Perhaps new media will enable writers to explore the subconscious of characters who are, themselves, unwilling to allow certain thoughts to surface, allowing the reader to make connections that characters can’t. How does the craft of the novel compare to the crafting of New Media Fiction? We forgive the impossibility of narrators writing in the first person present tense, knowing full well that the ability to write in the present tense while also act in the present tense is impossible. Can New Media, say Twitter or Facebook with their status updates, find a way into fiction? Can the time line of a narrative benefit from feeds? Are the tools developed for Hyperfiction ready now to find their way into mainstream fiction? Can they help to make New Media Fiction mainstream at all?

New Media has made information more accessible. Search engine algorithms combined with platforms that allow users to suggest interesting media to friends, family, and strangers, has produced an, arguably, new form of intelligence. The Internet is up for the Nobel Peace Prize. To award it would infer that we believe, somehow, that it is sentient. It is, but its brain is the collective consciousness of millions, billions of people. Like all people, we aren’t always trustworthy. The information we receive comes from a source either motivated by commerce, entertainment, or self promotion. Its flaws, these possibilities, they are what makes the Web so rich. The potential is endless. The Internet is already filled with unreliable narrators, and users recognize this even more concretely than they have in the past. We are, because we most sift through more information, much better readers, much better thinkers when it comes to recognizing the motivations and intentions of others.

Would the unreliable narrator know that the reader has access to such information? Would they use this in the same way that politicians use information to lie with the truth? The power of excluding the thought, the power to change the weather “spiritually” rather than physically might lead to any number of interesting possibilities for the reader, writer, and their characters.

This may lead to new areas of study that include “The Reader, the Writer, and Interactivity in the Novel.” What new role will the reader and the writer take at the beginning of this new medium? Will the medium continue to control the message? Will the message be lost in a “sea of irrelevance?”

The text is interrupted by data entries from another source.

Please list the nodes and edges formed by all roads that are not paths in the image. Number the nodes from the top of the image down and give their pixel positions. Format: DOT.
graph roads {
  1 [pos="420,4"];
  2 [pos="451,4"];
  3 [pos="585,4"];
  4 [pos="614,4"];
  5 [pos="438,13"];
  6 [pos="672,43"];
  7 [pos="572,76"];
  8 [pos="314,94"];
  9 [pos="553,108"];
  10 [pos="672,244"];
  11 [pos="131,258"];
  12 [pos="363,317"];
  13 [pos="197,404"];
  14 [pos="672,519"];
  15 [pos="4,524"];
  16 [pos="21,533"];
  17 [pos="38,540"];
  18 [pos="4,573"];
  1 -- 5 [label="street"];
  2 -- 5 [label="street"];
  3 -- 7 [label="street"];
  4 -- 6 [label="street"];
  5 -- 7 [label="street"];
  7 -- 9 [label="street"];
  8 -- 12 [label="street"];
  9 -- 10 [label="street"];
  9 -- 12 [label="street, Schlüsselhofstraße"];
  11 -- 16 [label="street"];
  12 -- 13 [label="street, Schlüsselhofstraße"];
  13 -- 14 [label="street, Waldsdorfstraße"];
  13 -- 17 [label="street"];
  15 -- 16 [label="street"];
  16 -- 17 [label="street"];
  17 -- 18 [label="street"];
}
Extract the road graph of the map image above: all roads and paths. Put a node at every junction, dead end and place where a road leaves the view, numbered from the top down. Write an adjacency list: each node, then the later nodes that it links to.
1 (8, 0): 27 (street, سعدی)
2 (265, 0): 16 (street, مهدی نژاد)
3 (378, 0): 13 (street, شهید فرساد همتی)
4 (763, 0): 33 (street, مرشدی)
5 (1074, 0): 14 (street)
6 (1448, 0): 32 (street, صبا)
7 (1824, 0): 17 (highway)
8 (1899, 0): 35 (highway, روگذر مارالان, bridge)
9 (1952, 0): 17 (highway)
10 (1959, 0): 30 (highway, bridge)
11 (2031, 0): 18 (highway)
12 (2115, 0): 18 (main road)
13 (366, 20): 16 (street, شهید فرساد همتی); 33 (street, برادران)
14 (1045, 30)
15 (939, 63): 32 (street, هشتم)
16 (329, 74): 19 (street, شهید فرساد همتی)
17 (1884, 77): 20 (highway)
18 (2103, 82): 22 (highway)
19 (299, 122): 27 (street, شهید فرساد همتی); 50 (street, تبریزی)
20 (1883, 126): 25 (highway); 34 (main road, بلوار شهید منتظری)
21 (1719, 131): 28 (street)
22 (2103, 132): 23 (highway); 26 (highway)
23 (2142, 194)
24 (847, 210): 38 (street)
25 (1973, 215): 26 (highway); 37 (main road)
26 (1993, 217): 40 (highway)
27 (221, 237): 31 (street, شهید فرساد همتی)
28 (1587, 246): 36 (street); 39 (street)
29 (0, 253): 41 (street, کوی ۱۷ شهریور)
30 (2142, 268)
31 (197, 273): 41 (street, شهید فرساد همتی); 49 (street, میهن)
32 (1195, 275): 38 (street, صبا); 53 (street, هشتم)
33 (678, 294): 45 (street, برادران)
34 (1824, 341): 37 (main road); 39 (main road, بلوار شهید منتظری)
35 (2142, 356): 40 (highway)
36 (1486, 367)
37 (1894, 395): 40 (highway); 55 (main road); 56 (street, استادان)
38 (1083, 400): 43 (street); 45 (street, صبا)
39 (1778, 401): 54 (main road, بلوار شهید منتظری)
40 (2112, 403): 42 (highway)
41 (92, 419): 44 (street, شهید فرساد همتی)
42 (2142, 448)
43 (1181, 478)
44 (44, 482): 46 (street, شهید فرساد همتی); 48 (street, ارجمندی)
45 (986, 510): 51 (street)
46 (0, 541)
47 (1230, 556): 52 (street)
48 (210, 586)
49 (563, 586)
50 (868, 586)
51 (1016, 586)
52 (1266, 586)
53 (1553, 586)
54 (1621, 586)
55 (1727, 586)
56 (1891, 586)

The novel isn’t dead, but it is on life support. Books are cumbersome. New devices have made vast libraries ever more portable, but they have not taken advantage of the inherent possibilities of the medium. These musings are, of course, an overly simple application of what html, CSS, Java, or Flash might allow a writer to contrive. More importantly, however, it is an aspect of fiction that has been ignored in large part because writers looking to move their fiction into the future ignore the requisite skill set. That is, we are ignoring a shift in medium to the detriment of our most cherished institution, fiction. At present, publishers are beginning to see that this new form of fiction is inevitable. Penguin is already employing their coders to use the tools originated for the web in fiction. Is this the role that publishers will fill? Will they become publishers whose focus is on translating the old fiction into new fiction? If so, how will this effect the publishing industry? Do writers need a larger skill set? Is this where the MFA program is headed?